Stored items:
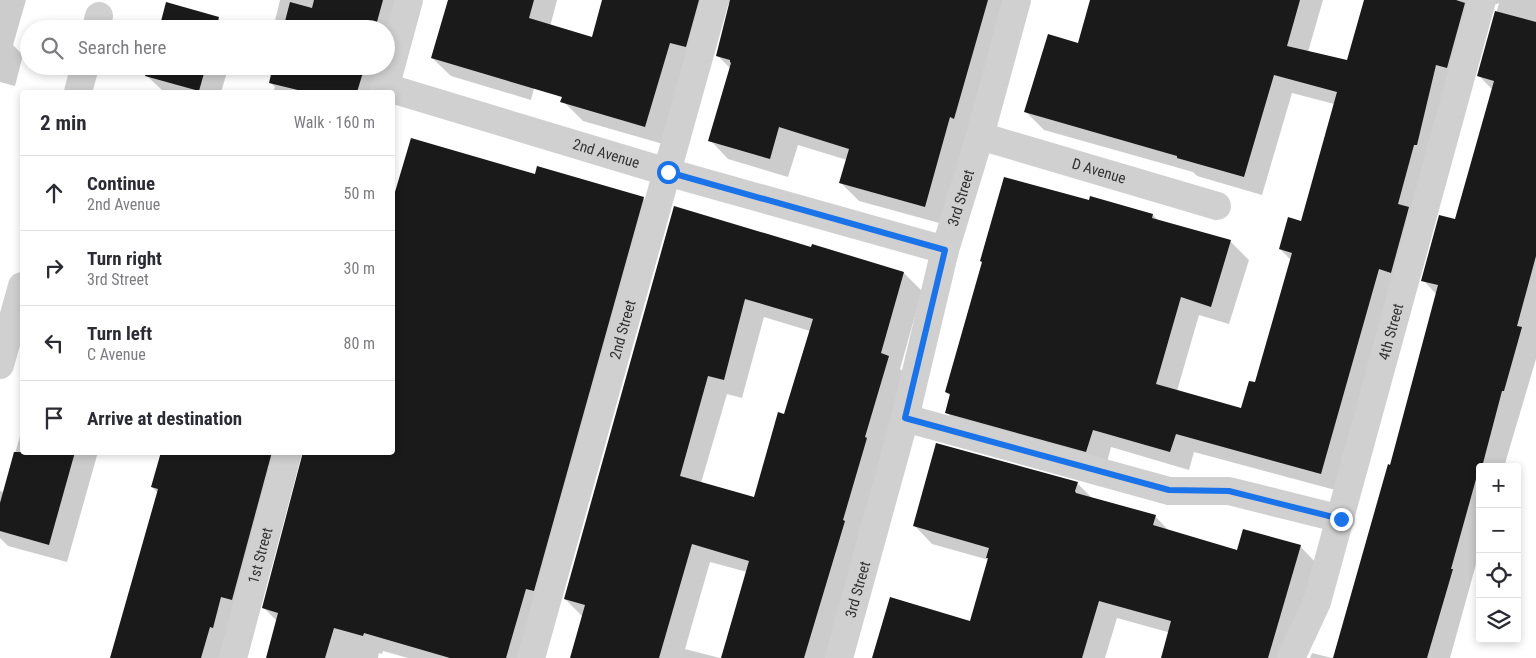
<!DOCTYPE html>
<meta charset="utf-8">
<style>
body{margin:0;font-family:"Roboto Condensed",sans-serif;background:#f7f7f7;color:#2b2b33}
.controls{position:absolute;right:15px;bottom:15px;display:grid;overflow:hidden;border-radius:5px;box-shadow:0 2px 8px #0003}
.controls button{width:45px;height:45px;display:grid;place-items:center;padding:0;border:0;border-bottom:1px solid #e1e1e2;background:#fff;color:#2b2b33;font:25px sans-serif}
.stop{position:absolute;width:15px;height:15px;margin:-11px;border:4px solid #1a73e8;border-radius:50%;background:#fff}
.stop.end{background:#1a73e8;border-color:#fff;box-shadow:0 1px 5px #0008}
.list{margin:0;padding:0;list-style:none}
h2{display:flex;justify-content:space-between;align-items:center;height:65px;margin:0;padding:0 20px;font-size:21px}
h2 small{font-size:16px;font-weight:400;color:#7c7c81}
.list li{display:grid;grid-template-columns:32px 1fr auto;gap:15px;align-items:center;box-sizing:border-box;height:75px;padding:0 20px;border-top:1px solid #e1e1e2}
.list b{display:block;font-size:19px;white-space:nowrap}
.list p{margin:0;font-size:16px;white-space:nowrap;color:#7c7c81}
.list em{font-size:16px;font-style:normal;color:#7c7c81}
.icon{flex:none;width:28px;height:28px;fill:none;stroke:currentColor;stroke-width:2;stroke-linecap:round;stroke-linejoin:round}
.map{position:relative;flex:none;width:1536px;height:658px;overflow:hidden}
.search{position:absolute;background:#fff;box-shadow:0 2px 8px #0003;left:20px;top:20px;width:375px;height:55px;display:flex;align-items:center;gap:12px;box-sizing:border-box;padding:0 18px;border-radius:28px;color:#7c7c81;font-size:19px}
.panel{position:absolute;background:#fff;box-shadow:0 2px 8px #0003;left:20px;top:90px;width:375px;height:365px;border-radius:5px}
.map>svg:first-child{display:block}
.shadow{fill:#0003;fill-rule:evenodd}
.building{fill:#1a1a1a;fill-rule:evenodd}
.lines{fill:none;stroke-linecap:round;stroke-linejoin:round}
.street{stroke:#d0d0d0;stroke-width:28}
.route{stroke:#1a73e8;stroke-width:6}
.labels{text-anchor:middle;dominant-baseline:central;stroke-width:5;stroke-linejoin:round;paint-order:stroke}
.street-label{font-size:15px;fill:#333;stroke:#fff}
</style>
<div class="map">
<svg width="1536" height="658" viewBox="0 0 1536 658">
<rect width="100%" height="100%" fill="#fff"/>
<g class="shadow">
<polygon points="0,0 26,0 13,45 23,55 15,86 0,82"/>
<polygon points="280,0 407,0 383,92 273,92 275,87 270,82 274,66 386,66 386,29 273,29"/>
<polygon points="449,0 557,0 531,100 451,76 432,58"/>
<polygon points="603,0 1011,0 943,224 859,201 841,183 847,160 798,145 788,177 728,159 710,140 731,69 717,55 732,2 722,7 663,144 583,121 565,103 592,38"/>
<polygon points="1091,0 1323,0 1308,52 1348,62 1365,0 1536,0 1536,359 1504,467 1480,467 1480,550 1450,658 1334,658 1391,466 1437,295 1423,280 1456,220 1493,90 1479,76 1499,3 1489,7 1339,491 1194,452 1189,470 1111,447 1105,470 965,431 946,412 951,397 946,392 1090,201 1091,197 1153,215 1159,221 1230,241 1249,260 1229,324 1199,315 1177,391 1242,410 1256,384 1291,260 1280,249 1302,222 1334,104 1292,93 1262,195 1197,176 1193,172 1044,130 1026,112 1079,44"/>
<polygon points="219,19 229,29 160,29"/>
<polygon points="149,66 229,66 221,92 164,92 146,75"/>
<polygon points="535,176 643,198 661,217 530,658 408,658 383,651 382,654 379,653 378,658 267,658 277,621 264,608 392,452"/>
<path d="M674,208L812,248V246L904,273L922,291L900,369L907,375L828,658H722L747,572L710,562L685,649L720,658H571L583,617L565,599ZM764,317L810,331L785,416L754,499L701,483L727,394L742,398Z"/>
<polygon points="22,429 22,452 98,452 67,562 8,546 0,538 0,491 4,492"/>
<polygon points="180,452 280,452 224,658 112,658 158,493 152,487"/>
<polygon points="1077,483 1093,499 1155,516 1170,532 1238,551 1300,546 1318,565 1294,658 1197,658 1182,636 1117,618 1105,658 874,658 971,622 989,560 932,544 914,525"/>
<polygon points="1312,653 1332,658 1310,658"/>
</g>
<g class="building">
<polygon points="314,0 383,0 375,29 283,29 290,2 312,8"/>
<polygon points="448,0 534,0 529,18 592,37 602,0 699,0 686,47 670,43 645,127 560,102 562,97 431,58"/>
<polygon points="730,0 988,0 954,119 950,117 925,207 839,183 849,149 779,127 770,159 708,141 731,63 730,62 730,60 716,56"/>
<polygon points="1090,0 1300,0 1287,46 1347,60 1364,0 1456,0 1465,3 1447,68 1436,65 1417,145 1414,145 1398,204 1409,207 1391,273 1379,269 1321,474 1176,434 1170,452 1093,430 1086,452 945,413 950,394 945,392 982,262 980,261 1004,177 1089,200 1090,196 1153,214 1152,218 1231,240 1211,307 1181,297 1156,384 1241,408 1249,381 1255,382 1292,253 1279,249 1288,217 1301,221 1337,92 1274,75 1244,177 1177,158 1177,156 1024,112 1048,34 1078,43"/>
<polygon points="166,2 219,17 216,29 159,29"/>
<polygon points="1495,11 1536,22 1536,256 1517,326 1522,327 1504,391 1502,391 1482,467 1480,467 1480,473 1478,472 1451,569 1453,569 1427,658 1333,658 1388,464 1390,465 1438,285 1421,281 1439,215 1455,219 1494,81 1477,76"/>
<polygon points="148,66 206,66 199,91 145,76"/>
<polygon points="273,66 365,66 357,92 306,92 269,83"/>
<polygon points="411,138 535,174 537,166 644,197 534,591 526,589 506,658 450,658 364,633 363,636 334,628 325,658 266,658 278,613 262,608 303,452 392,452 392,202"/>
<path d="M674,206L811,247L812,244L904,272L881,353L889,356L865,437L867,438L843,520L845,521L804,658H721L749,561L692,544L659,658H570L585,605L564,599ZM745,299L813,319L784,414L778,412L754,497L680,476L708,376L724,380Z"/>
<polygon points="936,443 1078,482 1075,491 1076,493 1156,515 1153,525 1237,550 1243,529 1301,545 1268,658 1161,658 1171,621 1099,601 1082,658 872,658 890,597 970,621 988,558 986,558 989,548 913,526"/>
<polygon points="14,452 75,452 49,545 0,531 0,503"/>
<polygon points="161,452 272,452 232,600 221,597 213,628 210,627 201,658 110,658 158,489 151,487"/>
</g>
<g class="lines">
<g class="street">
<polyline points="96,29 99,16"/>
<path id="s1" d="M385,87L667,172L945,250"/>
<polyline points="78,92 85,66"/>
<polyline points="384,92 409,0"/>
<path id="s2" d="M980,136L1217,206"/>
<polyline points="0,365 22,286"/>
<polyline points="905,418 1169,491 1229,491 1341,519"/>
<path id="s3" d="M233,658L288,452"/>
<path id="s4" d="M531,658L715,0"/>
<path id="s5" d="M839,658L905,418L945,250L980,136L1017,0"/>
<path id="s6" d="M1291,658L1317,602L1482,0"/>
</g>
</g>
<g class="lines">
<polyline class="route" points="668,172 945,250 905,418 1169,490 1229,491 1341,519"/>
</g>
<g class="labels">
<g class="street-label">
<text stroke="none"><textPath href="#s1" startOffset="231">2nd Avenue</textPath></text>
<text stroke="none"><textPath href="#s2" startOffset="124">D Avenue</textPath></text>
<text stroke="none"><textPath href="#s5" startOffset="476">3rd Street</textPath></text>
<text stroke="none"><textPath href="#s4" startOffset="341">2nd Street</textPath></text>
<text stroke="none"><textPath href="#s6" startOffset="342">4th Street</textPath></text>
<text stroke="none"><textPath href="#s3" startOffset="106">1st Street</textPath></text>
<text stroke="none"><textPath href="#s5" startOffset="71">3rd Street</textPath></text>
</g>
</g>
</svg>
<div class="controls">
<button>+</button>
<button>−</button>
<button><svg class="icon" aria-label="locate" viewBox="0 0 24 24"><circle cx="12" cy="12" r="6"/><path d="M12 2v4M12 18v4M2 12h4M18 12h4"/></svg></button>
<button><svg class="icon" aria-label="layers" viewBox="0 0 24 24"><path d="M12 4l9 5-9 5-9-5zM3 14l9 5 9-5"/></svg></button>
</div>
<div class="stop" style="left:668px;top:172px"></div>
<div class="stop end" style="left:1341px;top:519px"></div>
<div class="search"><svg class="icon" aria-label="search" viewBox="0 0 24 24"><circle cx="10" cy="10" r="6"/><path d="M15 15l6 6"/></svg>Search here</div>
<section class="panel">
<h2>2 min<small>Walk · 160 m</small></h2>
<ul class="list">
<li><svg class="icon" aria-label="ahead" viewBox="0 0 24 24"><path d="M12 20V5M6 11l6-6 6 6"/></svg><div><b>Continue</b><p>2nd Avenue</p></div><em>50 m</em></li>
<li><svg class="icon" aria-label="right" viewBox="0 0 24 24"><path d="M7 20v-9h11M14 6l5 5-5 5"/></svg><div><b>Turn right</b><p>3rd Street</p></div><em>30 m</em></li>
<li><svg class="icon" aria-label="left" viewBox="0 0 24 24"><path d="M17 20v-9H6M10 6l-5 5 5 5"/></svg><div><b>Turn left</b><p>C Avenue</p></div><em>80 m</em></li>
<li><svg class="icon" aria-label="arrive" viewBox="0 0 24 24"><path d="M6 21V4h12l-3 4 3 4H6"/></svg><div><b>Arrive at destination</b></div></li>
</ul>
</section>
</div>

...

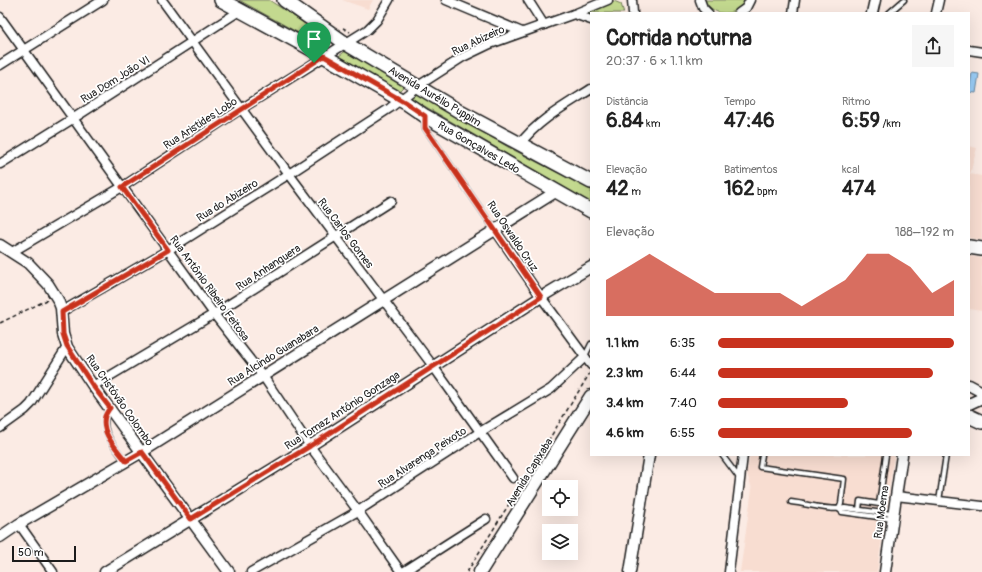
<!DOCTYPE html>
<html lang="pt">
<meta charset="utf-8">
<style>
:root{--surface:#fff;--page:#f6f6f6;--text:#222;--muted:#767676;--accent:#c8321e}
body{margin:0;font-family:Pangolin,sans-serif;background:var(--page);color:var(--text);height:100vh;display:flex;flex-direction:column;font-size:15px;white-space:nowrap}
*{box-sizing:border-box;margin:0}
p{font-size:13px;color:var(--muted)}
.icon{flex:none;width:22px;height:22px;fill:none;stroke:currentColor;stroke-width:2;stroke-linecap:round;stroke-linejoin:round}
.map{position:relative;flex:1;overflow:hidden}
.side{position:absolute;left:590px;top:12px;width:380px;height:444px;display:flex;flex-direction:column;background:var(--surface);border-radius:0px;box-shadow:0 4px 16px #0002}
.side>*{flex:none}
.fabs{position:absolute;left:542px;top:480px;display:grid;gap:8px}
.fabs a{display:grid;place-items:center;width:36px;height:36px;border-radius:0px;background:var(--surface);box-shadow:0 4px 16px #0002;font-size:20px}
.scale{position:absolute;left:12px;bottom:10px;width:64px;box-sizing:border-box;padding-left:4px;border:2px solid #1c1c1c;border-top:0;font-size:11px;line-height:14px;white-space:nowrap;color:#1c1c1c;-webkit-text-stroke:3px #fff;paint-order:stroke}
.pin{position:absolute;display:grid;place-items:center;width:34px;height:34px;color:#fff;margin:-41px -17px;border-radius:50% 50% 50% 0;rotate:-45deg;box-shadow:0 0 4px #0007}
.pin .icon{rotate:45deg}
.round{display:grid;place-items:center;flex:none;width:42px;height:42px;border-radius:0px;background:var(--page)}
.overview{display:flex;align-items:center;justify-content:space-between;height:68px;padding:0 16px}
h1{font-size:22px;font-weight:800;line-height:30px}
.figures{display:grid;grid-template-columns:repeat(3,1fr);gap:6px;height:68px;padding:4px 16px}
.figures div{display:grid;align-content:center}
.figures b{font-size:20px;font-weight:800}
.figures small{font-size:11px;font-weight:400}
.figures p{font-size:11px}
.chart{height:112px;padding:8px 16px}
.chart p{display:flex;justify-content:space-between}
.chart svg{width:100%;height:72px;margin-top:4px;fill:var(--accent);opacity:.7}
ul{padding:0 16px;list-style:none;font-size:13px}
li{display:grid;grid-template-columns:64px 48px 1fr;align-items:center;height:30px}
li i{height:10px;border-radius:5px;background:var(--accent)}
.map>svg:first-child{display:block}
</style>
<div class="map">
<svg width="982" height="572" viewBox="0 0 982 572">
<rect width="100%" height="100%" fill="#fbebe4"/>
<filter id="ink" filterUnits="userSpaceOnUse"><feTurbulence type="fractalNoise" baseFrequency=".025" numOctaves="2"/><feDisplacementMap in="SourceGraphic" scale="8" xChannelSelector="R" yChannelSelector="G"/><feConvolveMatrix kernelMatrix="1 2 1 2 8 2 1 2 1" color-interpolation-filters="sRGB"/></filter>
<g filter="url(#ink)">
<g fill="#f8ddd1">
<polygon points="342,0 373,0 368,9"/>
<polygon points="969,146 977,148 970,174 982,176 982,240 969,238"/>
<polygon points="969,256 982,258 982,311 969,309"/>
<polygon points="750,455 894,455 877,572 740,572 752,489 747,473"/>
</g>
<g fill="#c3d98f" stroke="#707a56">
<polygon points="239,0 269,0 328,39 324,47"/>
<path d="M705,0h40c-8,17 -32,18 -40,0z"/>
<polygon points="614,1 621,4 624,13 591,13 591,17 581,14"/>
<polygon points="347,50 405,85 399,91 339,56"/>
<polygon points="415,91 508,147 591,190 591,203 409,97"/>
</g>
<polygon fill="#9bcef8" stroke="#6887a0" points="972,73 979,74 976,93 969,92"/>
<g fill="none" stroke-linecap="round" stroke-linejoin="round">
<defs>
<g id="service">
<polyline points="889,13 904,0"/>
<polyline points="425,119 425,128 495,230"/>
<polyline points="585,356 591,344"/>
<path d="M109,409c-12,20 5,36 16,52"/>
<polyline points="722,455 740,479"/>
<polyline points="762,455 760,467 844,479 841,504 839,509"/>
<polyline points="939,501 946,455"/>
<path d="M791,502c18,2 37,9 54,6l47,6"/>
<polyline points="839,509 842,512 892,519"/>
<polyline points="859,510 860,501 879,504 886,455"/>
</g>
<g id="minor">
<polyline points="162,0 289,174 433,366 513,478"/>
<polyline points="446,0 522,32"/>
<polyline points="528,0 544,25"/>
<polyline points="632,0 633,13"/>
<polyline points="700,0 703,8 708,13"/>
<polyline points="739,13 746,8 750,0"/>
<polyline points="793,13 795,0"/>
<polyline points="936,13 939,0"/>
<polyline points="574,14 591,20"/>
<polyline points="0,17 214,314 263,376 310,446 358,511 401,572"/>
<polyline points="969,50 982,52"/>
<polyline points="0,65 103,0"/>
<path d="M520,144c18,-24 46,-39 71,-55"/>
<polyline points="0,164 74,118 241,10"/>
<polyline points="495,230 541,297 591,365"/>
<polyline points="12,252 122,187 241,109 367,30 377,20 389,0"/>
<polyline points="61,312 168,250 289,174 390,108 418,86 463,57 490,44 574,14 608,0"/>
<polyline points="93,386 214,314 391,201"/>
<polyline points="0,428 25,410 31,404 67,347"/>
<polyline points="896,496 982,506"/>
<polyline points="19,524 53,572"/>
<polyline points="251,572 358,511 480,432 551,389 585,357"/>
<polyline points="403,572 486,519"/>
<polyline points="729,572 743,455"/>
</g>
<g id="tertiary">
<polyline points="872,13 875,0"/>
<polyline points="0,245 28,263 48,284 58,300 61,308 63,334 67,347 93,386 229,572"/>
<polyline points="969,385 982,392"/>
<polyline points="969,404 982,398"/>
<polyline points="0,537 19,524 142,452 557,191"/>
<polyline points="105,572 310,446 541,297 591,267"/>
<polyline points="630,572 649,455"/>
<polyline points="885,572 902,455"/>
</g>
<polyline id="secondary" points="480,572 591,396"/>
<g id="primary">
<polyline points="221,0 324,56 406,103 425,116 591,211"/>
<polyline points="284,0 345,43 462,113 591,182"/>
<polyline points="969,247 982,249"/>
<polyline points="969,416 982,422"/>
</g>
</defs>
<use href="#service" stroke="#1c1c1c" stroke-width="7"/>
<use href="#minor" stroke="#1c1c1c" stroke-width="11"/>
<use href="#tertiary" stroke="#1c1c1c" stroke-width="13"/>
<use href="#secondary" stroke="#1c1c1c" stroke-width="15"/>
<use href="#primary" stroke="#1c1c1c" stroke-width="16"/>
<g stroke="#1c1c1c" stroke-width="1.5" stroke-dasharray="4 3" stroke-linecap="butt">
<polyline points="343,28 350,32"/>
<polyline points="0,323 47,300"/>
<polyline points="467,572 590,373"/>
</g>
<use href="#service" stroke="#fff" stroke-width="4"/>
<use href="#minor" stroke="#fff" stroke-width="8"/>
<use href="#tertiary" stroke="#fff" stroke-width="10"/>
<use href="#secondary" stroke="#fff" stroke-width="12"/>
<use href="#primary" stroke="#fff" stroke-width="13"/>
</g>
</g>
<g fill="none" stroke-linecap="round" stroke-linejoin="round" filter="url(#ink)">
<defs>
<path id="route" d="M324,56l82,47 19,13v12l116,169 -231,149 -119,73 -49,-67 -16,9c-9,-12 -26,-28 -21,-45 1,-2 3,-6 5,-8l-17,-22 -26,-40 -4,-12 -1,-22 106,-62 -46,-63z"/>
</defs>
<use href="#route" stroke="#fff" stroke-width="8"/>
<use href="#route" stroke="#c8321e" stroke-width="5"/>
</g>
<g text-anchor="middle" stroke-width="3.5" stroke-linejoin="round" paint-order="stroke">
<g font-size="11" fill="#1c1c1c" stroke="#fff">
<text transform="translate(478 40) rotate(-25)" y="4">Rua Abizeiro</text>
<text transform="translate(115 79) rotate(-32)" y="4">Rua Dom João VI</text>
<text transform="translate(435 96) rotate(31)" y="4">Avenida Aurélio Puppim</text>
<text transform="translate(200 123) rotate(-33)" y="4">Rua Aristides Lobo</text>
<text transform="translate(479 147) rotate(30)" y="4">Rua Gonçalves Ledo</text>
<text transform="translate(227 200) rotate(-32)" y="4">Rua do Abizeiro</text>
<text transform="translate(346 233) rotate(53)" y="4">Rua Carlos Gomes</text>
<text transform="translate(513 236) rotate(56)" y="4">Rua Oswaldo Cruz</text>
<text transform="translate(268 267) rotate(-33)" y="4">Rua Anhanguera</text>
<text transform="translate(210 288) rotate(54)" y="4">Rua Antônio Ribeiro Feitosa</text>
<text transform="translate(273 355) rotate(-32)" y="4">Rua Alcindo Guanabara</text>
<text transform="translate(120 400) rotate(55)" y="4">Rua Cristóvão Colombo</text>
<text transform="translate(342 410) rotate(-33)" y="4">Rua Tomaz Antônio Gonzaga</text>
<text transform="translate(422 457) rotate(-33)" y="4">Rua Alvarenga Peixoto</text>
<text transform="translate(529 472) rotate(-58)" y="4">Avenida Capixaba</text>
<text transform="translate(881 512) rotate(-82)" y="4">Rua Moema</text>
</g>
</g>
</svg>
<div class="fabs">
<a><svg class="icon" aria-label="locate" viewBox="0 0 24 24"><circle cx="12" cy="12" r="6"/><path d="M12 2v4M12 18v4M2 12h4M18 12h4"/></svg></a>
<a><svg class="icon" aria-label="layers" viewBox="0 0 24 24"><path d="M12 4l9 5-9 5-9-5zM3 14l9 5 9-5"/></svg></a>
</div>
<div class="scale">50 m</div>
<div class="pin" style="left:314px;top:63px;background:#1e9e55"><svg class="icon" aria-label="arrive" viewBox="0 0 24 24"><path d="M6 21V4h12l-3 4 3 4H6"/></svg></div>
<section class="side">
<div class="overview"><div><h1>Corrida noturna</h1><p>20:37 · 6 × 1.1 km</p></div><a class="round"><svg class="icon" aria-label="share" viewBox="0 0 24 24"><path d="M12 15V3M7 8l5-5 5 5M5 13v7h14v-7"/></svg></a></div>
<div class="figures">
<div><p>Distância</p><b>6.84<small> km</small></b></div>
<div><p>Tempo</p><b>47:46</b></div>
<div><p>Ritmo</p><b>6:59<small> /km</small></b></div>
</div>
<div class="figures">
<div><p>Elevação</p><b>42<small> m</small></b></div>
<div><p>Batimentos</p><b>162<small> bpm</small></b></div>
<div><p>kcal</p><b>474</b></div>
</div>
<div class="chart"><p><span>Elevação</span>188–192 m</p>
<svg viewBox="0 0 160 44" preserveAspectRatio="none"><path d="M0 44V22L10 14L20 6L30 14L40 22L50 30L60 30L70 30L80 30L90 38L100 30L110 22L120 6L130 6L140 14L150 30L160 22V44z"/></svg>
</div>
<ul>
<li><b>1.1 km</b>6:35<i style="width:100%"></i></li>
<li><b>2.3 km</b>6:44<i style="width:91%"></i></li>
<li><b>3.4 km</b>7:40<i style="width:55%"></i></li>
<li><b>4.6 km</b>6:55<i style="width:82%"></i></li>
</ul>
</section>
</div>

▶ [Aim of the exercise]: Check each line of the records above for the string "controls", and report every line that has it.

▶ [Your solution]:
.controls{position:absolute;right:15px;bottom:15px;display:grid;overflow:hidden;border-radius:5px;box-shadow:0 2px 8px #0003}
.controls button{width:45px;height:45px;display:grid;place-items:center;padding:0;border:0;border-bottom:1px solid #e1e1e2;background:#fff;color:#2b2b33;font:25px sans-serif}
<div class="controls">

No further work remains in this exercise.